▶ **Assignment**:
Output the entries exactly as they appear. Pictures should not be included.

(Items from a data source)
● ● ● ●

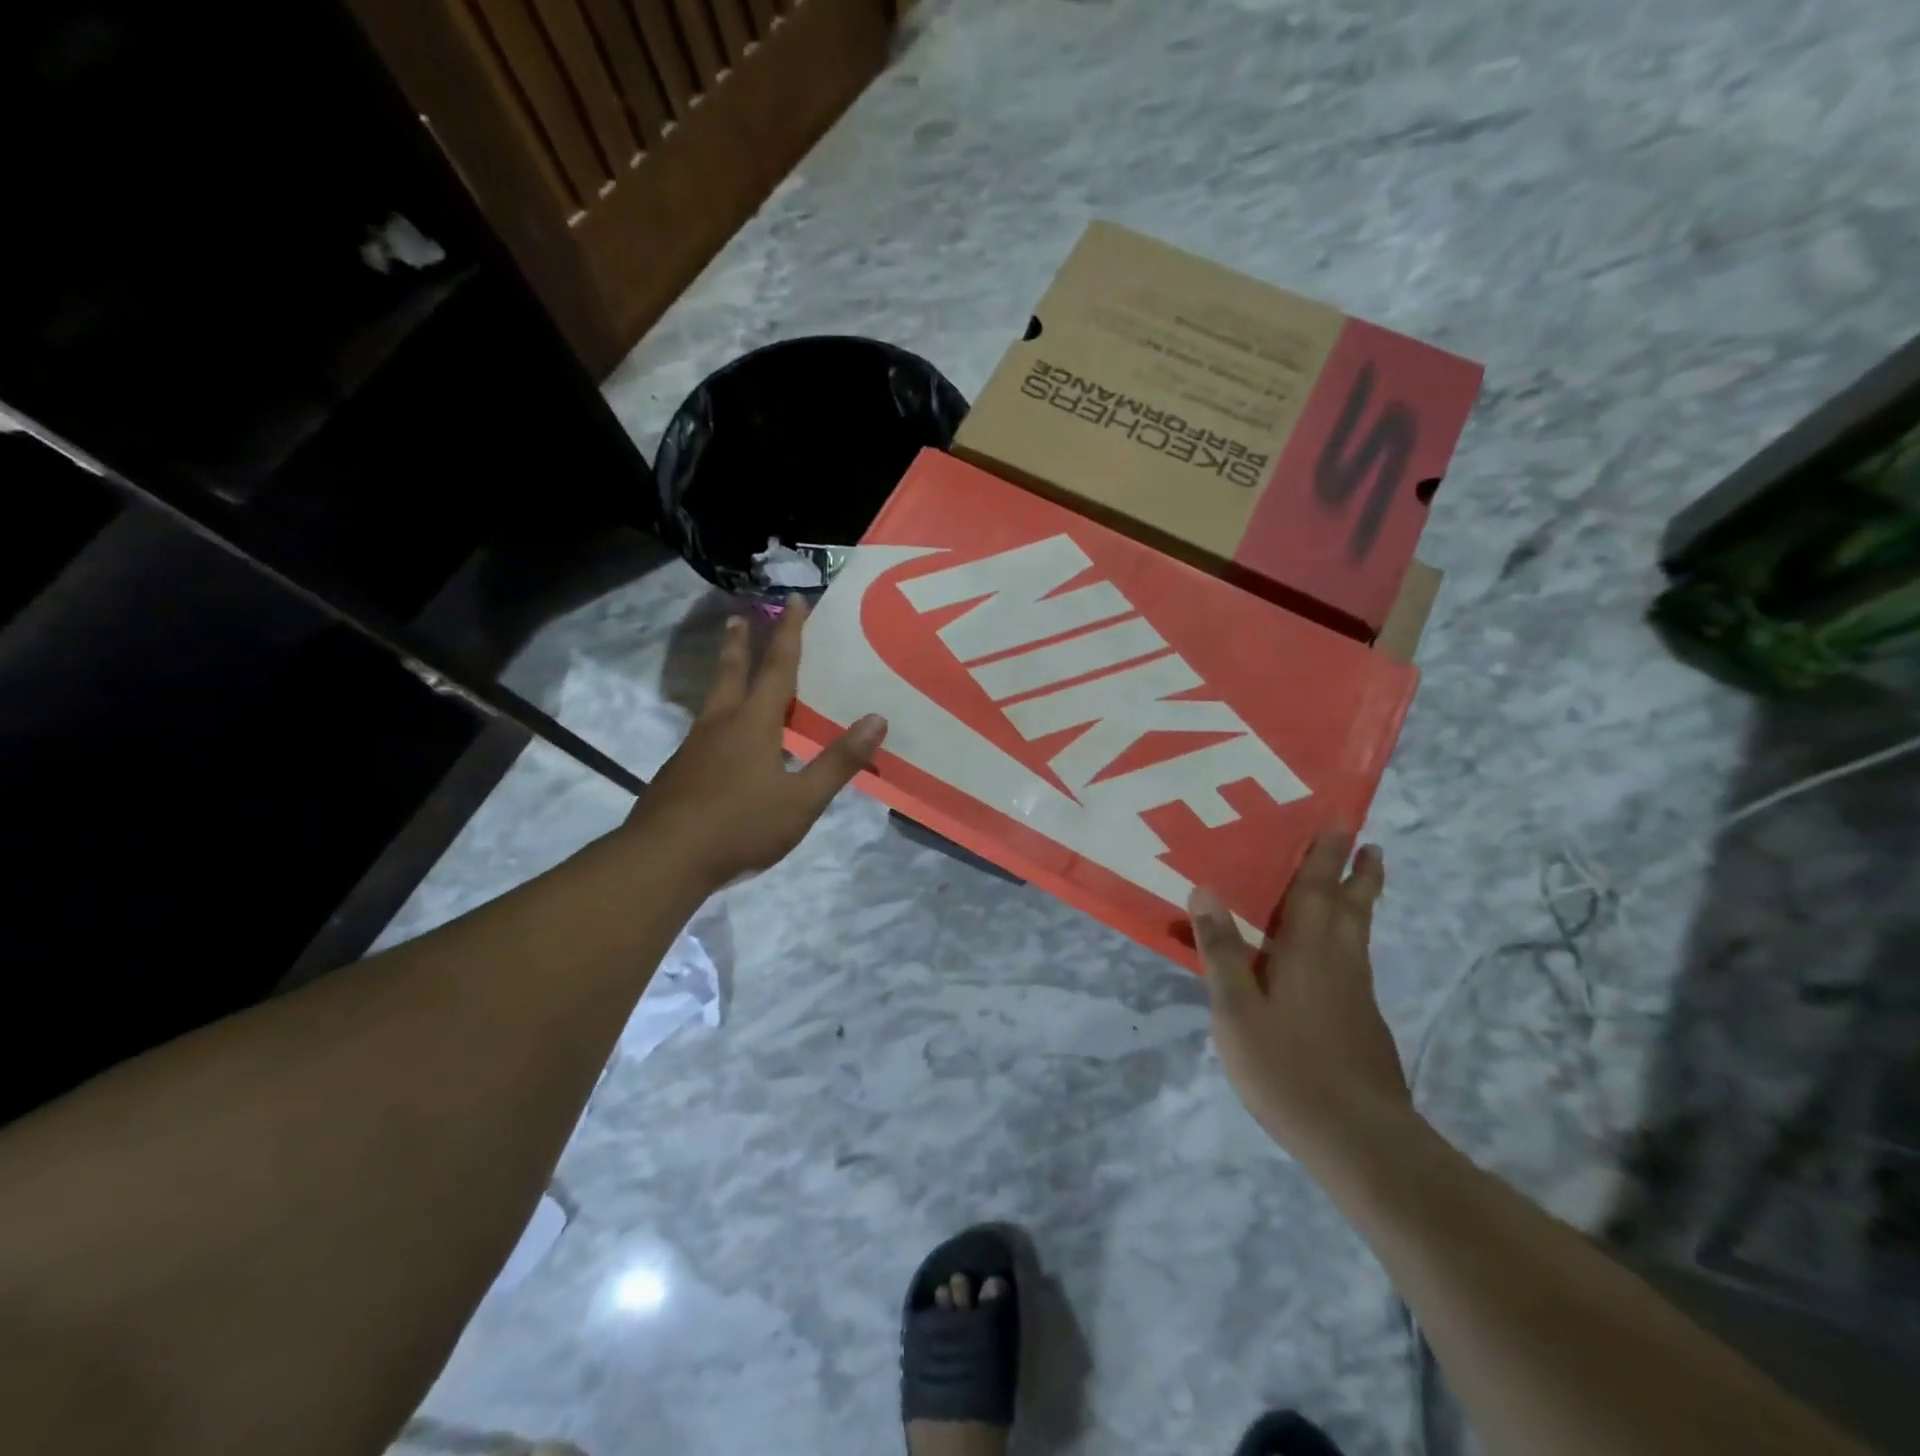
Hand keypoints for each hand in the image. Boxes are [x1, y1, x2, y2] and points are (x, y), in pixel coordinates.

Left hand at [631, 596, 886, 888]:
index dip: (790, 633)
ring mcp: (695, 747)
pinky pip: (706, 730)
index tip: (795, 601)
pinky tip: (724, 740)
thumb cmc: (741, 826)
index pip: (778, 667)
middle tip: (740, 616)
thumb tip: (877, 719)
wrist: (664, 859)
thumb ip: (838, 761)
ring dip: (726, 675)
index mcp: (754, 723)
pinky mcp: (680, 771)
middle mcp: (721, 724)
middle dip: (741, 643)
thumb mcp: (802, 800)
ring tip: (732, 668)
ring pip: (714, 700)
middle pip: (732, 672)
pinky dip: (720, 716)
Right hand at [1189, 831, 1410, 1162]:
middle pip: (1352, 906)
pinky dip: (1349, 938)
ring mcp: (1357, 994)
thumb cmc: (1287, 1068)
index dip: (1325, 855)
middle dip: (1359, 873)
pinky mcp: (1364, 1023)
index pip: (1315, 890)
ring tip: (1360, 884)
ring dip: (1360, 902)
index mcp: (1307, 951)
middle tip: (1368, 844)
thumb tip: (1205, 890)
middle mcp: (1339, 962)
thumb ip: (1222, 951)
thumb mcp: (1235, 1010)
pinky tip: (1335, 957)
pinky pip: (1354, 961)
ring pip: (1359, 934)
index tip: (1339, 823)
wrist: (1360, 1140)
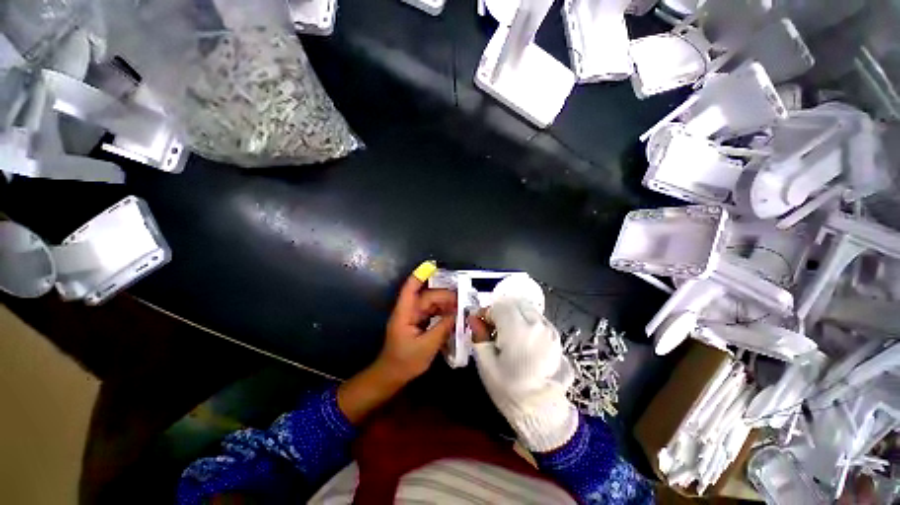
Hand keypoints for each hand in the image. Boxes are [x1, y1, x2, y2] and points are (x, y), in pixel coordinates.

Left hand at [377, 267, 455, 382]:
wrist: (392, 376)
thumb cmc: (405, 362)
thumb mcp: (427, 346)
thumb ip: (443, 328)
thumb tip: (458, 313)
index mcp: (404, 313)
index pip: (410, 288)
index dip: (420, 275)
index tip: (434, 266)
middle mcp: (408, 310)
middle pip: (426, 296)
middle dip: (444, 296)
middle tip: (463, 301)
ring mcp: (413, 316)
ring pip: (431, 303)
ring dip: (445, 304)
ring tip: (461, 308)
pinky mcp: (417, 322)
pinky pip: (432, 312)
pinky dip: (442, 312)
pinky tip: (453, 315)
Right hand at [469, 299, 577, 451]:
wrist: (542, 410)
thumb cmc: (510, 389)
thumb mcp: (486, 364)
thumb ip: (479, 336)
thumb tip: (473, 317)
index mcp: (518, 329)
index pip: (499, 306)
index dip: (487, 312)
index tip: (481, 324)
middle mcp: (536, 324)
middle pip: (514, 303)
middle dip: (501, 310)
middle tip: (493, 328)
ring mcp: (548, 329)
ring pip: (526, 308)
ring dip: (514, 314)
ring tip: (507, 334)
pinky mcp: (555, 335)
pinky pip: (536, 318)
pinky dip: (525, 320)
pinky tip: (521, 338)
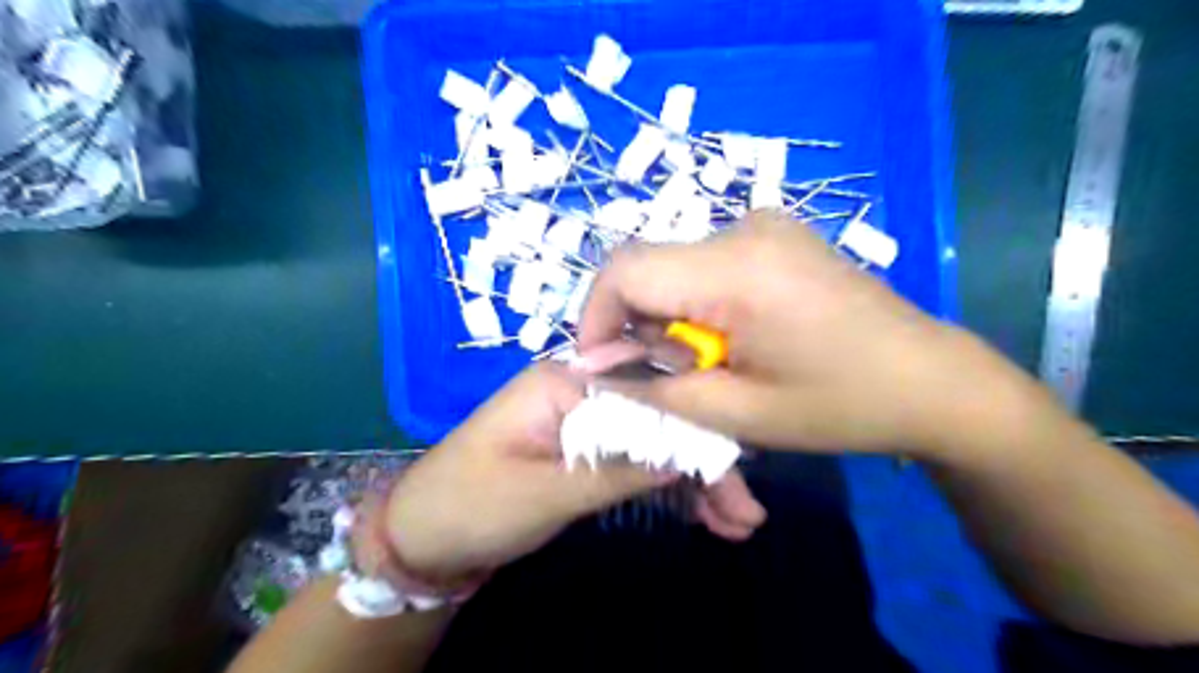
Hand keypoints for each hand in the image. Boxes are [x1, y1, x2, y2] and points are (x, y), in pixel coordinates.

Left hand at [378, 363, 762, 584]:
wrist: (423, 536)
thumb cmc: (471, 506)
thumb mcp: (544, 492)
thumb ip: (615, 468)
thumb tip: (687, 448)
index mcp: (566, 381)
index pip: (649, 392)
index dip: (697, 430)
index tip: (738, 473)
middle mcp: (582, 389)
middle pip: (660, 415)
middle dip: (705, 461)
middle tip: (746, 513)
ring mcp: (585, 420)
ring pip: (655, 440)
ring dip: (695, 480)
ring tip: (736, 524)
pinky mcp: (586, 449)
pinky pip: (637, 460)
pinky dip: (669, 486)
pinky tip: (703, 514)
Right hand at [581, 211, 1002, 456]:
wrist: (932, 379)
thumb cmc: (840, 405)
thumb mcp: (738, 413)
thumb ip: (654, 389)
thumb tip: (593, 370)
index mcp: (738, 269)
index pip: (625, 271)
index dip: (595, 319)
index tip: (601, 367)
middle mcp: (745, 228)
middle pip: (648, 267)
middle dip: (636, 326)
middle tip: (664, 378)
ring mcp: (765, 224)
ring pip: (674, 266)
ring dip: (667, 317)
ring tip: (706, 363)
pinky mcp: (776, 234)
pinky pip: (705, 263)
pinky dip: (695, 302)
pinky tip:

● ● ● ●

▶ **Task result**:
Hand keypoints for each hand in the image. Boxes are [x1, y1, x2, y2] and points are (x, y), in pixel coordinates.

Left hand at [631, 596, 886, 888]:
index dip: (790, 633)
ring mcp: (695, 747)
pinky pip: (706, 730)
index tip: (795, 601)
pinky tip: (724, 740)
thumb cmc: (741, 826)
index pip: (778, 667)
middle tip: (740, 616)
thumb tip: (877, 719)
wrist: (664, 859)
thumb ip: (838, 761)
ring dip: (726, 675)
index mcp: (754, 723)
pinky mcp: (680, 771)
middle mcp: (721, 724)
middle dip: (741, 643)
thumb mcp: (802, 800)
ring tip: (732, 668)
ring pip: (714, 700)
middle pip: (732, 672)
pinky dip: (720, 716)
Right hand at [1189, 831, 1410, 1162]:
middle pip: (1352, 906)
pinky dip: (1349, 938)
ring mcp: (1357, 994)
thumb cmc: (1287, 1068)
index dip: (1325, 855)
middle dip: (1359, 873)
pinky mcp: (1364, 1023)
index pip: (1315, 890)
ring tip: (1360, 884)
ring dip: (1360, 902)
index mcp: (1307, 951)
middle tip: (1368, 844)
thumb tip: (1205, 890)
middle mcp: (1339, 962)
thumb ip: (1222, 951)
thumb mcp: (1235, 1010)
pinky tip: (1335, 957)
pinky pip: (1354, 961)
ring pip: (1359, 934)
index tip: (1339, 823)
wrist: (1360, 1140)
Hand keypoints for each hand in the image. Boxes are [x1, y1, x2, y2] and points are (x, y), in pixel coordinates.

Left hand at [377, 267, 455, 382]:
wrist: (392, 376)
thumb cmc: (405, 362)
thumb mcp: (427, 346)
thumb ip: (443, 328)
thumb tip: (458, 313)
index mcp: (404, 313)
index pip: (410, 288)
index dip: (420, 275)
index tip: (434, 266)
middle mcp: (408, 310)
middle pip: (426, 296)
middle dip: (444, 296)
middle tip: (463, 301)
ring mcp: (413, 316)
ring pip: (431, 303)
ring dip: (445, 304)
ring tip: (461, 308)
pinky mcp: (417, 322)
pinky pip: (432, 312)
pinky dip: (442, 312)
pinky tip: (453, 315)
Right hand at [469, 299, 577, 451]:
wrist: (542, 410)
thumb cmc: (510, 389)
thumb mcp: (486, 364)
thumb ip: (479, 336)
thumb tip: (473, 317)
index mcp: (518, 329)
index pip: (499, 306)
index dip: (487, 312)
index tip: (481, 324)
middle mcp: (536, 324)
middle pip: (514, 303)
middle dip: (501, 310)
middle tip: (493, 328)
ring mcp: (548, 329)
ring pip: (526, 308)
ring dip: (514, 314)
ring tip: (507, 334)
pinky mcp: (555, 335)
pinky pip: (536, 318)
pinky dip: (525, 320)
pinky tip: (521, 338)
Hand keypoints for each hand in the image. Boxes are [x1, y1, x2, y2] and points are (x, y), in pixel coordinates.

Left hand at [378, 363, 762, 584]:
wrist: (423, 536)
thumb cmc: (471, 506)
thumb mcp: (544, 492)
thumb ip: (615, 468)
thumb tip: (687, 448)
index mcp: (566, 381)
index pip: (649, 392)
index dip: (697, 430)
index tip: (738, 473)
middle mcp: (582, 389)
middle pip: (660, 415)
middle dip: (705, 461)
middle tip: (746, 513)
ring mcp: (585, 420)
ring pip: (655, 440)
ring dip: (695, 480)
ring tip: (736, 524)
pinky mcp: (586, 449)
pinky pip: (637, 460)
pinky dip: (669, 486)
pinky tip: (703, 514)
Right hand at [581, 211, 1002, 456]:
wrist: (932, 379)
thumb cmc: (840, 405)
thumb mcp: (738, 413)
thumb ip: (654, 389)
thumb tip: (593, 370)
index mcp: (738, 269)
index pip: (625, 271)
index dip: (595, 319)
index tip: (601, 367)
middle mcp: (745, 228)
middle pip: (648, 267)
middle dip: (636, 326)
middle tip: (664, 378)
ring mcp: (765, 224)
ring pip: (674, 266)
ring dip: (667, 317)
ring tip: (706, 363)
pinky mcp: (776, 234)
pinky pip: (705, 263)
pinky dip: (695, 302)
pinky tip:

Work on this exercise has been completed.